1. Establish a botnet: Attackers first infect a large number of internet-connected devices (such as computers, smartphones, and IoT devices) through malicious software, phishing, or exploiting vulnerabilities, turning these devices into a part of a botnet. These infected devices, called bots, execute the attacker's commands without the permission of the device owners.
2. Command and control: Attackers control the botnet through a Command and Control (C&C) server. The C&C server issues commands, instructing the devices in the botnet to launch attacks.
3. Choose a target: Attackers identify the target they want to attack, such as a website, server, or network device.
4. Launch the attack: Attackers issue commands through the C&C server, directing the devices in the botnet to send a large volume of traffic or requests to the target. These requests may include TCP connections, UDP packets, HTTP requests, etc. Since these requests come from a large number of devices distributed worldwide, it is difficult to trace the source of the attack.
5. Target incapacitation: The attack traffic quickly consumes the target's network bandwidth, processing capacity, and system resources, causing the target to become inoperable. Legitimate users are unable to access the affected services during this time.
6. Terminate the attack: Attackers usually terminate the attack when their objectives are met or when they face the risk of being traced. However, attackers may launch another attack shortly after.

Common DoS and DDoS Tools

Attackers use several common DDoS tools to launch Distributed Denial of Service attacks. Some of these tools include:

• LOIC (Low Orbit Ion Cannon): LOIC is an open-source network stress testing and DoS attack application. It generates a large volume of network traffic to overwhelm the target server or network. LOIC can be used by individual attackers or as part of a coordinated botnet.
• HOIC (High Orbit Ion Cannon): HOIC is an upgraded version of LOIC, designed to generate a more significant volume of network traffic. It allows attackers to use multiple simultaneous connections and target multiple URLs, making it more challenging to defend against.
• Slowloris: Slowloris is a DDoS tool that targets web servers by opening and maintaining many simultaneous connections, slowly sending partial HTTP requests. This method consumes server resources and eventually causes the server to become unresponsive without generating a high volume of network traffic.
• hping: hping is a command-line utility that can be used to generate custom TCP/IP packets for network auditing and testing. In the hands of an attacker, hping can be used to launch DDoS attacks by sending a large number of packets to the target server.
• NTP Amplification: This type of DDoS attack exploits vulnerabilities in the Network Time Protocol (NTP) to amplify the volume of traffic sent to the target server. Attackers send small NTP requests with a spoofed IP address (the target's IP address) to NTP servers, which then send a much larger response to the target, overwhelming its resources.
• Mirai: Mirai is a malware that targets Internet of Things (IoT) devices and turns them into a botnet to launch DDoS attacks. The Mirai botnet has been responsible for some of the largest DDoS attacks in history.

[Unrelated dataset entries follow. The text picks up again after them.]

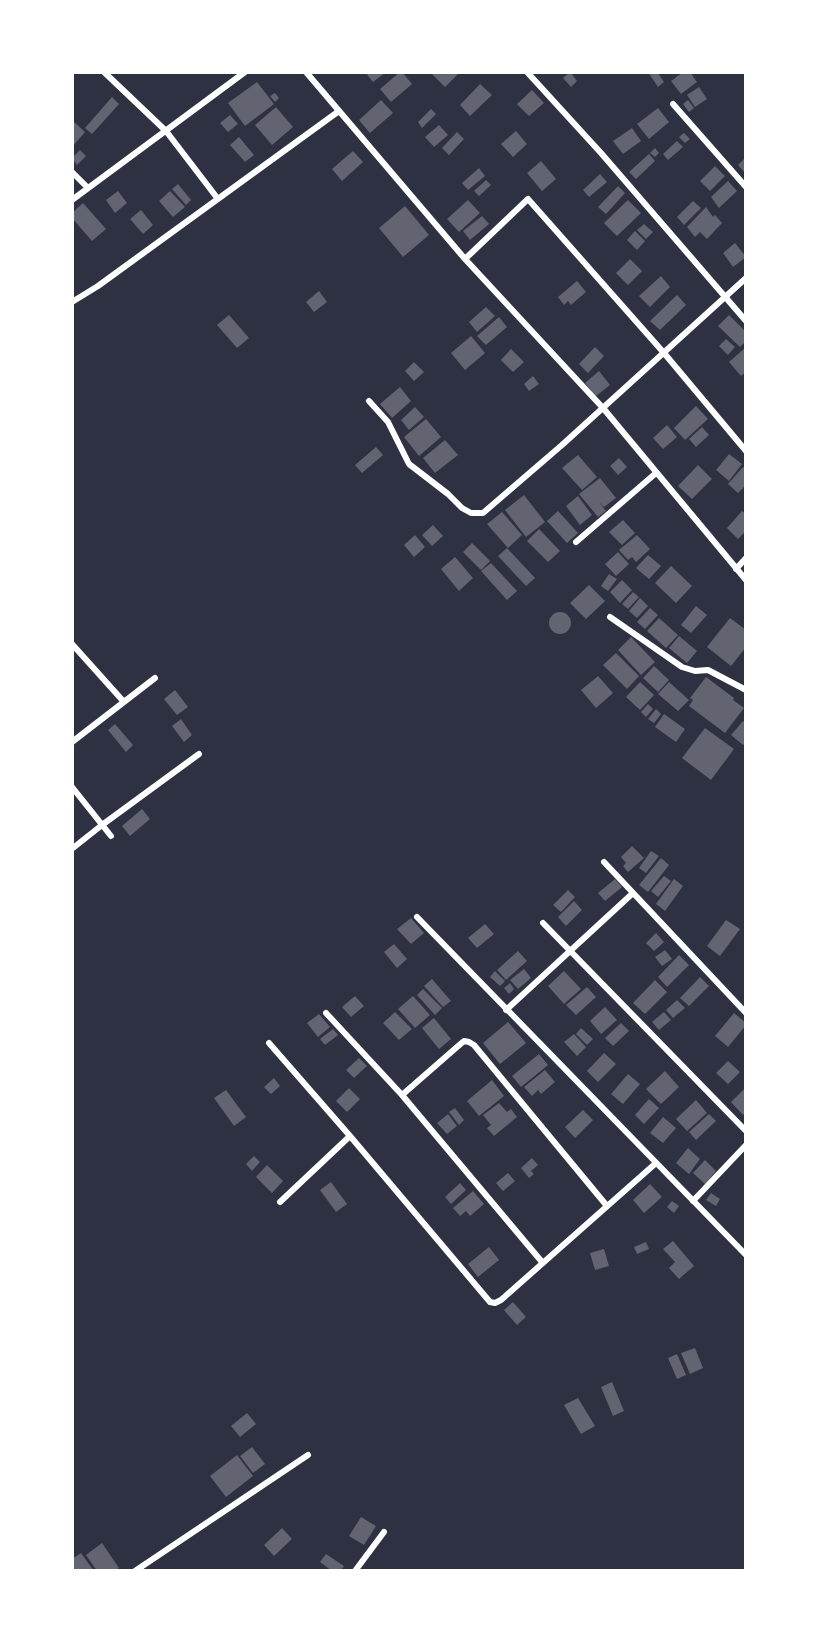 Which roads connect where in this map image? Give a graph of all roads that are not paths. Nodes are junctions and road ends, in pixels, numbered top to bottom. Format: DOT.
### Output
graph roads {
  1 [pos="104,72"];
  2 [pos="245,72"];
  3 [pos="306,72"];
  4 [pos="527,72"];
  5 [pos="673,104"];
  6 [pos="339,111"];
  7 [pos="166,131"];
  8 [pos="72,172"];
  9 [pos="746,187"];
  10 [pos="88,188"];
  11 [pos="218,199"];
  12 [pos="72,200"];
  13 [pos="465,259"];
  14 [pos="746,278"];
  15 [pos="726,296"];
  16 [pos="72,302"];
  17 [pos="746,321"];
  18 [pos="664,353"];
  19 [pos="369,400"];
  20 [pos="603,408"];
  21 [pos="746,451"];
  22 [pos="656,473"];
  23 [pos="576,542"];
  24 [pos="746,558"];
  25 [pos="736,569"];
  26 [pos="746,580"];
  27 [pos="610,617"];
  28 [pos="72,644"];
  29 [pos="155,678"];
  30 [pos="746,690"];
  31 [pos="124,702"];
  32 [pos="72,742"];
  33 [pos="199,754"];
  34 [pos="72,787"];
  35 [pos="102,825"];
  36 [pos="111,836"];
  37 [pos="73,849"];
  38 [pos="604,862"];
  39 [pos="633,893"];
  40 [pos="417,917"];
  41 [pos="543,923"];
  42 [pos="571,952"];
  43 [pos="506,1010"];
  44 [pos="326,1013"];
  45 [pos="746,1013"];
  46 [pos="269,1043"];
  47 [pos="402,1095"];
  48 [pos="746,1131"];
  49 [pos="350,1136"];
  50 [pos="746,1145"];
  51 [pos="656,1163"];
  52 [pos="693,1201"];
  53 [pos="280,1202"];
  54 [pos="607,1206"];
  55 [pos="746,1255"];
  56 [pos="542,1263"];
  57 [pos="308,1455"];
  58 [pos="384,1532"];
  59 [pos="135,1571"];
  60 [pos="355,1571"];
  1 -- 7 [label="street"];
  2 -- 7 [label="street"];
  3 -- 6 [label="street"];
  4 -- 15 [label="street"];
  5 -- 9 [label="street"];
  6 -- 11 [label="street"];
  6 -- 13 [label="street"];
  7 -- 10 [label="street"];
  7 -- 11 [label="street"];
  8 -- 10 [label="street"];
  10 -- 12 [label="street"];
  11 -- 16 [label="street"];
  13 -- 18 [label="street"];
  13 -- 20 [label="street"];
  14 -- 15 [label="street"];
  15 -- 17 [label="street"];
  15 -- 18 [label="street"];
  18 -- 20 [label="street"];
  18 -- 21 [label="street"];
  19 -- 20 [label="street"];
  20 -- 22 [label="street"];
  22 -- 23 [label="street"];
  22 -- 25 [label="street"];
  24 -- 25 [label="street"];
  25 -- 26 [label="street"];
  27 -- 30 [label="street"];
  28 -- 31 [label="street"];
  29 -- 31 [label="street"];
  31 -- 32 [label="street"];
  33 -- 35 [label="street"];
  34 -- 35 [label="street"];
  35 -- 36 [label="street"];
  35 -- 37 [label="street"];
  38 -- 39 [label="street"];
  39 -- 42 [label="street"];
  39 -- 45 [label="street"];
  40 -- 43 [label="street"];
  41 -- 42 [label="street"];
  42 -- 43 [label="street"];
  42 -- 48 [label="street"];
  43 -- 51 [label="street"];
  44 -- 47 [label="street"];
  46 -- 49 [label="street"];
  47 -- 54 [label="street"];
  47 -- 56 [label="street"];
  49 -- 53 [label="street"];
  49 -- 56 [label="street"];
  50 -- 52 [label="street"];
  51 -- 52 [label="street"];
  51 -- 54 [label="street"];
  52 -- 55 [label="street"];
  54 -- 56 [label="street"];
  57 -- 59 [label="street"];
  58 -- 60 [label="street"];
} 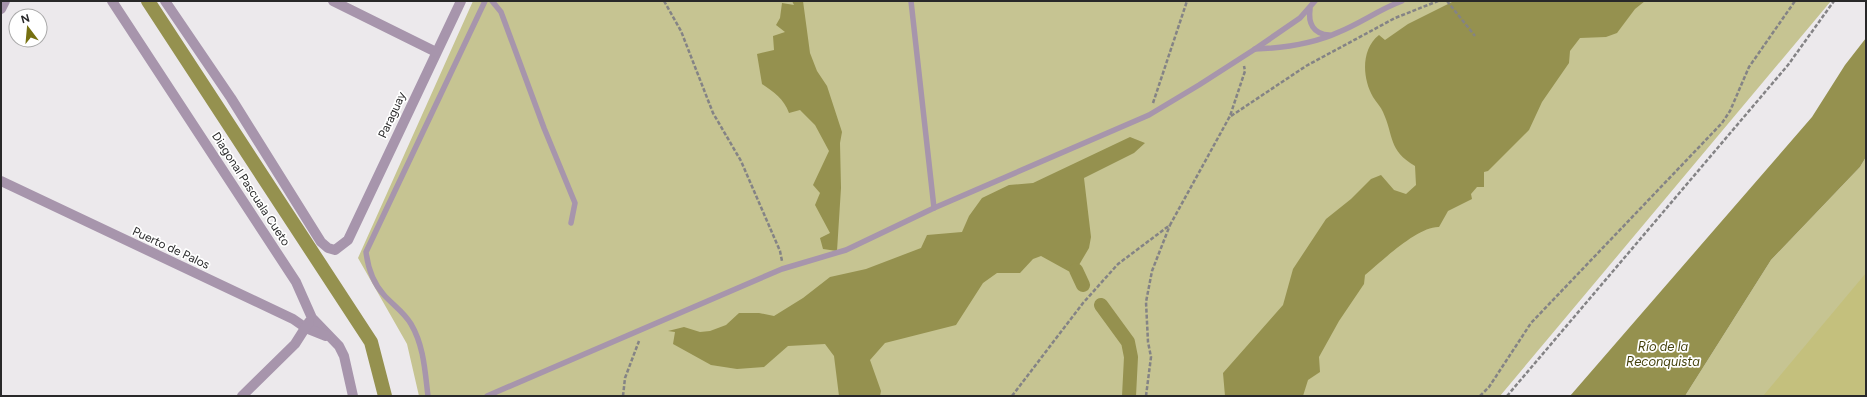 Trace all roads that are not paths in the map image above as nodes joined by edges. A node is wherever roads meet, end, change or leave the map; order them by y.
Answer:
1 (5, 1) edge
2 (112, 1) edge
3 (164, 1) edge
4 (333, 1) edge
5 (461, 1) edge
6 (485, 1) edge
7 (492, 1) edge
8 (911, 1) edge
9 (1316, 1) edge
10 (1402, 1) edge
11 (1, 9) edge
12 (1310, 9) junction
13 (1331, 35) junction
14 (1255, 50) junction
15 (436, 52) junction
16 (1, 181) edge
17 (934, 208) junction
18 (571, 223) dead end
19 (312, 318) junction
20 (306, 328) junction
21 (330, 337) junction
22 (242, 396) edge
23 (353, 396) edge
24 (428, 396) edge
25 (487, 396) edge

1 - 11 street
2 - 19 street, Diagonal Pascuala Cueto
3 - 15 street, Paraguay
4 - 15 street
5 - 15 street, Paraguay
6 - 24 lane
7 - 18 lane
8 - 17 lane
9 - 12 lane
10 - 13 lane
12 - 13 lane
12 - 14 lane
13 - 14 lane
14 - 17 lane
16 - 20 street, Puerto de Palos
17 - 25 lane
19 - 20 street
19 - 21 street, Diagonal Pascuala Cueto
20 - 21 street, Puerto de Palos
20 - 22 street
21 - 23 street, Diagonal Pascuala Cueto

To defend against DDoS attacks, organizations should adopt various security measures, such as deploying firewalls, intrusion detection systems, traffic filtering, and load balancing. Additionally, patching vulnerabilities promptly, strengthening cybersecurity awareness training, and sharing threat intelligence with other organizations can also help reduce the risk of DDoS attacks.

How to Defend Against DDoS Attacks?

Mitigating DDoS attacks is about distinguishing between attack traffic and normal traffic. For example, if a company's website experiences a surge of visitors due to the release of an application, and the load increases dramatically, it may be under a DDoS attack. It would not be appropriate to cut off all traffic. If the company sees a sudden increase in traffic from known malicious users, it may need to work to mitigate the attack. The challenge is to distinguish between real customer traffic and attack traffic. In the modern internet, DDoS traffic comes in many forms. The design of the traffic may vary, from non-deceptive single-source attacks to complex adaptive multi-directional attacks. Multi-directional DDoS attacks use a variety of attack methods, knocking down targets in different ways, likely distracting mitigation efforts at all levels. A typical example of a multi-directional DDoS attack targets multiple levels of the protocol stack (such as DNS amplification (targeting layers 3/4) plus HTTP flood (targeting layer 7)). To defend against multi-directional DDoS attacks, multiple different strategies need to be deployed to mitigate attacks at different levels. Generally, the more complex the attack, the harder it is to distinguish between attack traffic and normal traffic - the attacker's goal is to blend in with normal traffic as much as possible, thereby reducing the effectiveness of mitigation. If mitigation measures indiscriminately discard or limit traffic, they may discard normal traffic along with attack traffic, and the attack may also be modified to evade mitigation measures. To overcome complex destructive methods, a layered solution is ideal.

Blackhole Routing

Blackhole routing is a method of mitigating Distributed Denial of Service (DDoS) attacks. When a network or server is under a DDoS attack, a large amount of malicious traffic is sent to the target system, preventing legitimate user requests from being responded to. The principle of blackhole routing is to redirect all traffic heading towards the attacked target to a 'black hole', a special network address where any traffic sent to it is discarded without any response. The purpose of this is to prevent malicious traffic from reaching the target server, thereby protecting the server from attack. Implementing blackhole routing usually involves the following steps:

• Detecting the attack: First, there needs to be a mechanism to detect the occurrence of a DDoS attack.
• Triggering blackhole routing: Once an attack is detected, the network administrator can manually or automatically trigger blackhole routing.
• Broadcasting routing updates: By using BGP (Border Gateway Protocol) or other routing protocols, update the routing table to tell all routers to redirect traffic from the target IP address to the black hole.
• Traffic discard: All traffic sent to the attacked IP address will be routed to the black hole and discarded there.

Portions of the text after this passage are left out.